Its a very easy program for a home owner to use.
Plus, it lets you do what ifs.

What if you added insulation tothe attic, or installed new windows, etc. To see if you should make any other improvements decrease the size of equipment you need, and to lower your cooling and heating bill.

Its easy to make a mistake.
A home owner or pro could make a mistake.

but, you can look and review all the data you input into it. And double check how accurate you were.

Many times there will be a ½ ton difference between the load calc 2 pros/companies do.

Usually, the one that comes up with the smaller size is correct. And the one with the larger size, used a program that pads the size.


----------



## tinner73 (Jul 5, 2009)

anything is possible do it yourself. if you get the wrong size you'll be sorry.


----------



## Gary_F (Jul 1, 2009)

Some electric utilities will do a load test for free, call yours and find out.


----------



## psilliman001 (Sep 1, 2007)

*do your self........*



rguerra said:


> I have a 1400sqft home and need to know what ton I would need for AC. Also, my back room gets less air and is always hot. What could be or not be happenning?
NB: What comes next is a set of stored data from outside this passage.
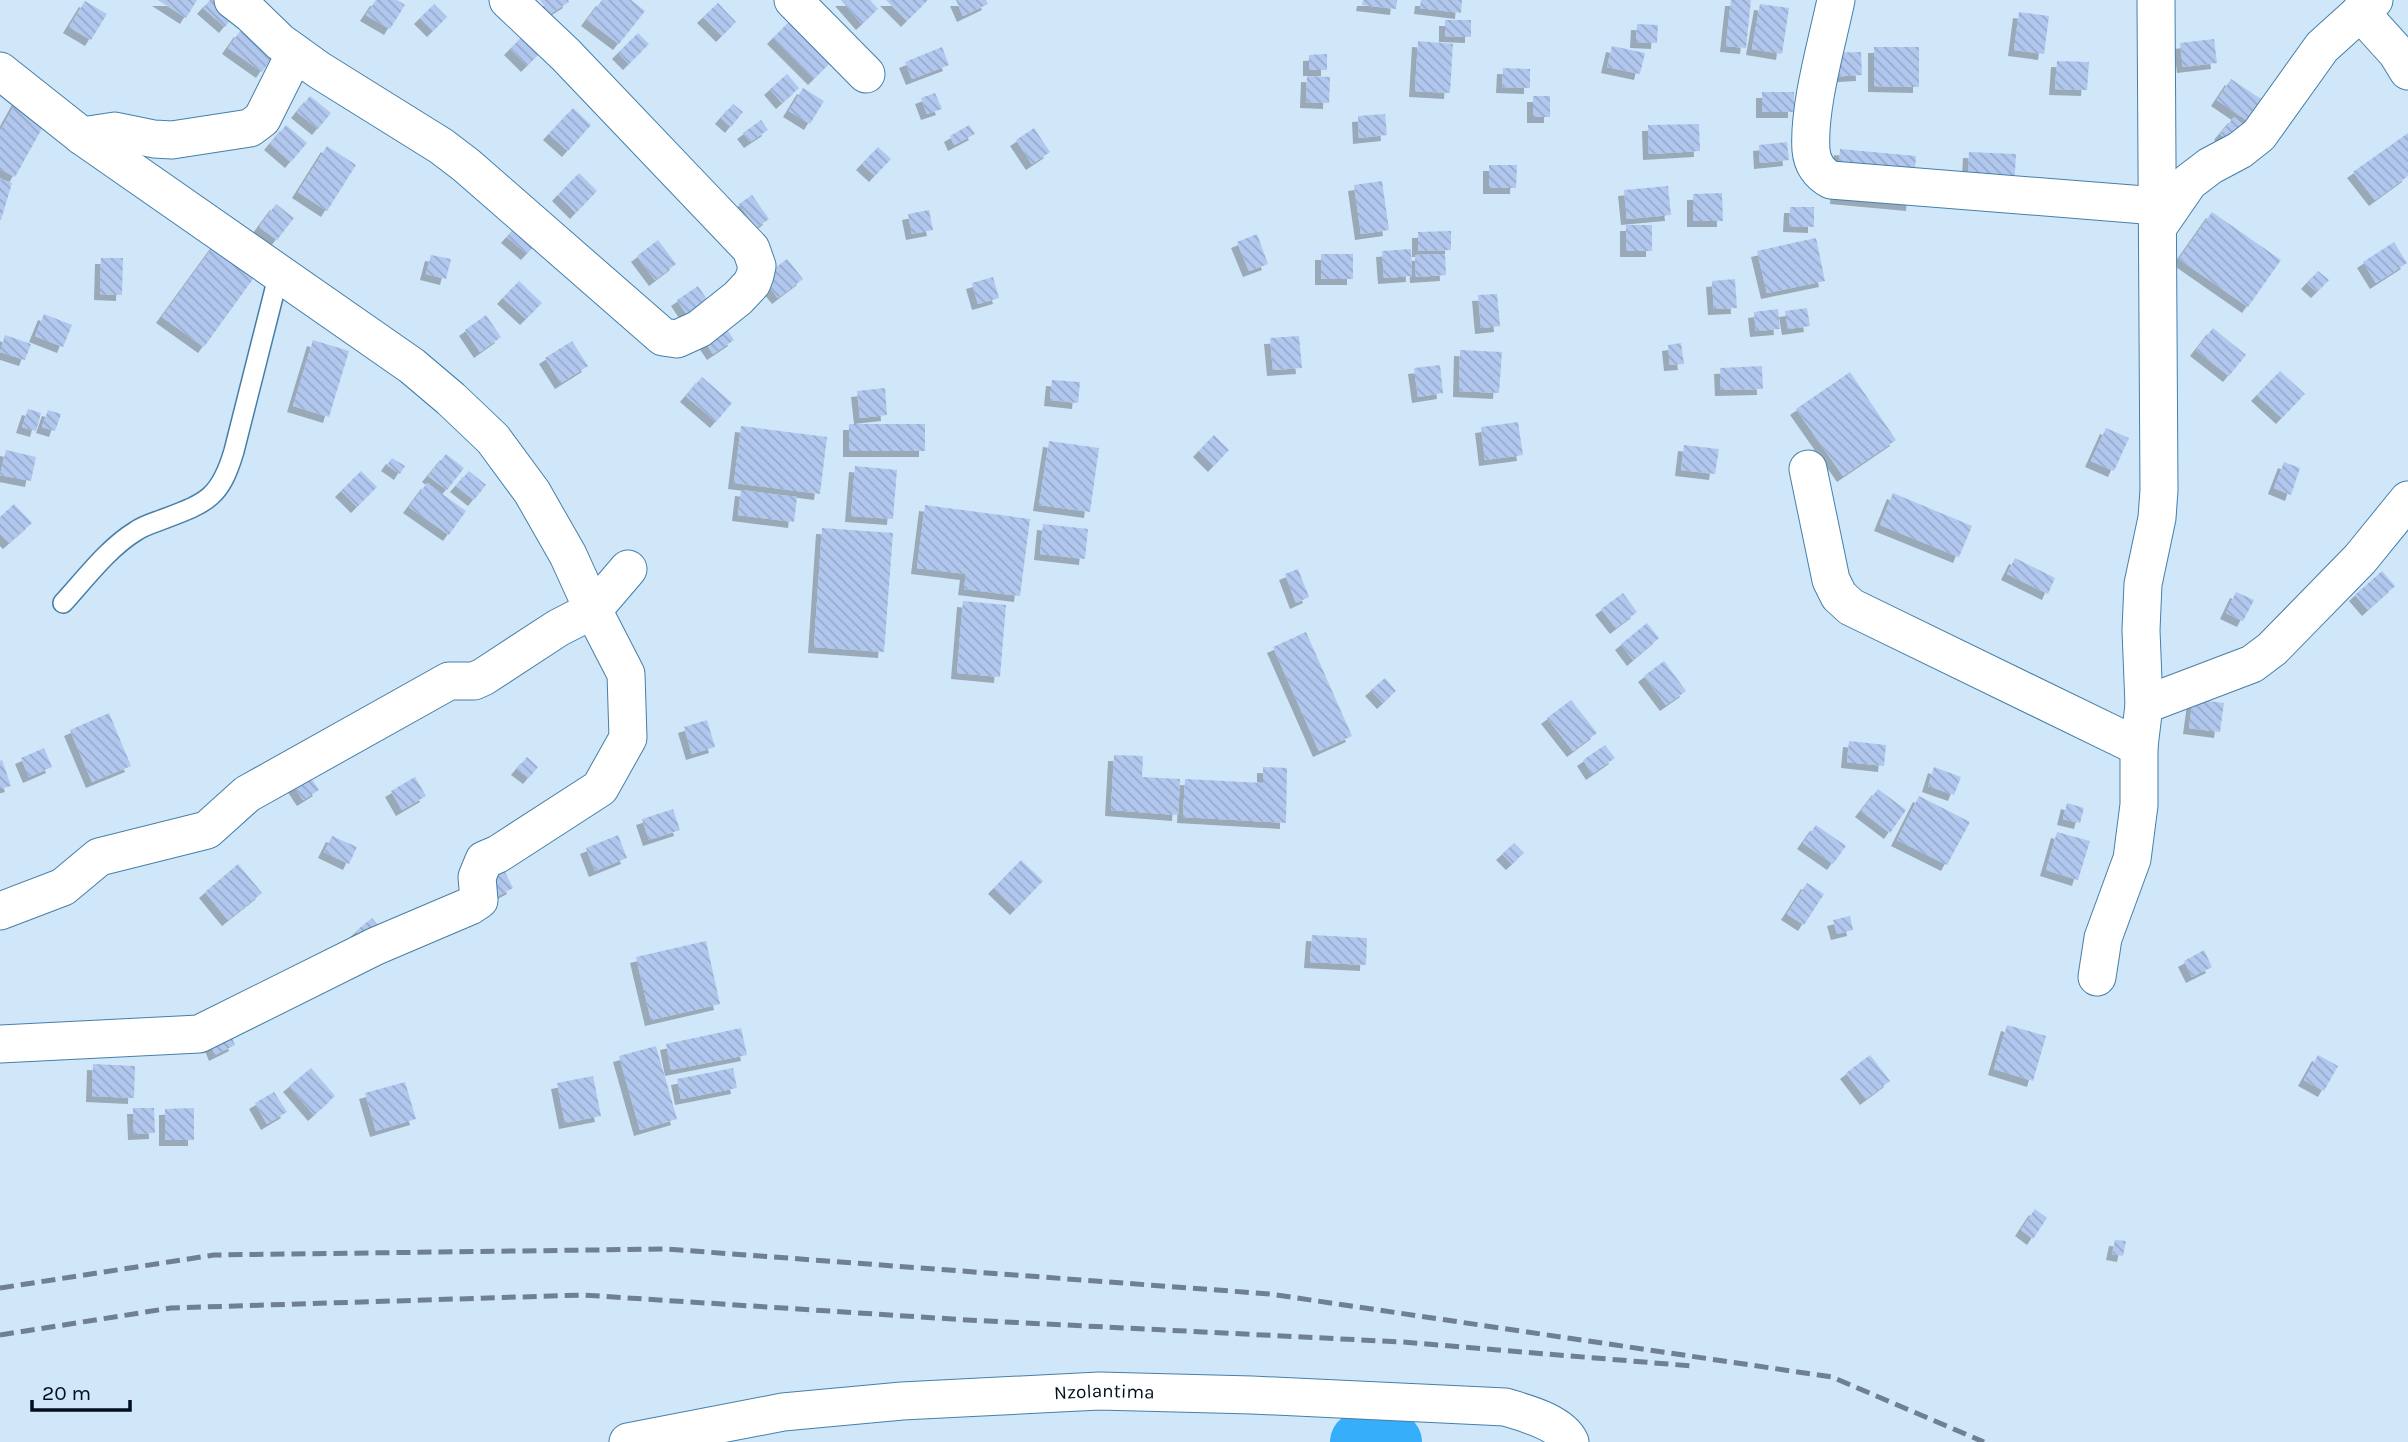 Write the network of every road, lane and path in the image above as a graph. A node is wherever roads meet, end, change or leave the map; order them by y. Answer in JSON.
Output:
{"nodes":[{"id":1,"x":233,"y":0,"type":"edge"},
{"id":2,"x":508,"y":0,"type":"edge"},
{"id":3,"x":793,"y":0,"type":"edge"},
{"id":4,"x":1836,"y":0,"type":"edge"},
{"id":5,"x":2156,"y":0,"type":"edge"},
{"id":6,"x":2367,"y":6,"type":"edge"},
{"id":7,"x":295,"y":53,"type":"junction"},
{"id":8,"x":0,"y":71,"type":"edge"},
{"id":9,"x":2408,"y":71,"type":"edge"},
{"id":10,"x":866,"y":74,"type":"dead end"},
{"id":11,"x":82,"y":136,"type":"junction"},
{"id":12,"x":2157,"y":217,"type":"junction"},
{"id":13,"x":279,"y":273,"type":"junction"},
{"id":14,"x":1808,"y":469,"type":"dead end"},
{"id":15,"x":2408,"y":500,"type":"edge"},
{"id":16,"x":628,"y":569,"type":"dead end"},
{"id":17,"x":63,"y":603,"type":"dead end"},
{"id":18,"x":593,"y":610,"type":"junction"},
{"id":19,"x":2144,"y":705,"type":"junction"},
{"id":20,"x":2139,"y":747,"type":"junction"},
{"id":21,"x":0,"y":911,"type":"edge"},
{"id":22,"x":2097,"y":977,"type":"dead end"},
{"id":23,"x":0,"y":1044,"type":"edge"},
{"id":24,"x":628,"y":1442,"type":"edge"},
{"id":25,"x":1570,"y":1442,"type":"edge"}],
"edges":[{"from":1,"to":7,"type":"street"},
{"from":2,"to":7,"type":"street"},
{"from":3,"to":10,"type":"street"},
{"from":4,"to":12,"type":"street"},
{"from":5,"to":12,"type":"street"},
{"from":6,"to":9,"type":"street"},
{"from":6,"to":12,"type":"street"},
{"from":7,"to":11,"type":"street"},
{"from":8,"to":11,"type":"street"},
{"from":11,"to":13,"type":"street"},
{"from":12,"to":19,"type":"street"},
{"from":13,"to":17,"type":"lane"},
{"from":13,"to":18,"type":"street"},
{"from":14,"to":20,"type":"street"},
{"from":15,"to":19,"type":"street"},
{"from":16,"to":18,"type":"street"},
{"from":18,"to":21,"type":"street"},
{"from":18,"to":23,"type":"street"},
{"from":19,"to":20,"type":"street"},
{"from":20,"to":22,"type":"street"},
{"from":24,"to":25,"type":"street","name":"Nzolantima"}]}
.......a favor & get a pro to run a load calc. on your house. no one here can do that properly sitting behind a computer . the ductwork , furnace , envelope , have all got to be evaluated so there are no surprizes at EXPENSIVE unit startups when it's too late. I know this is a diy site , but this part is definitely out of bounds for diy. Please err on the side of caution & get a pro as there are factors involved you may miss and then your family will be throwing darts at you when they're sweating all summer.....regards...............:yes: Jack


----------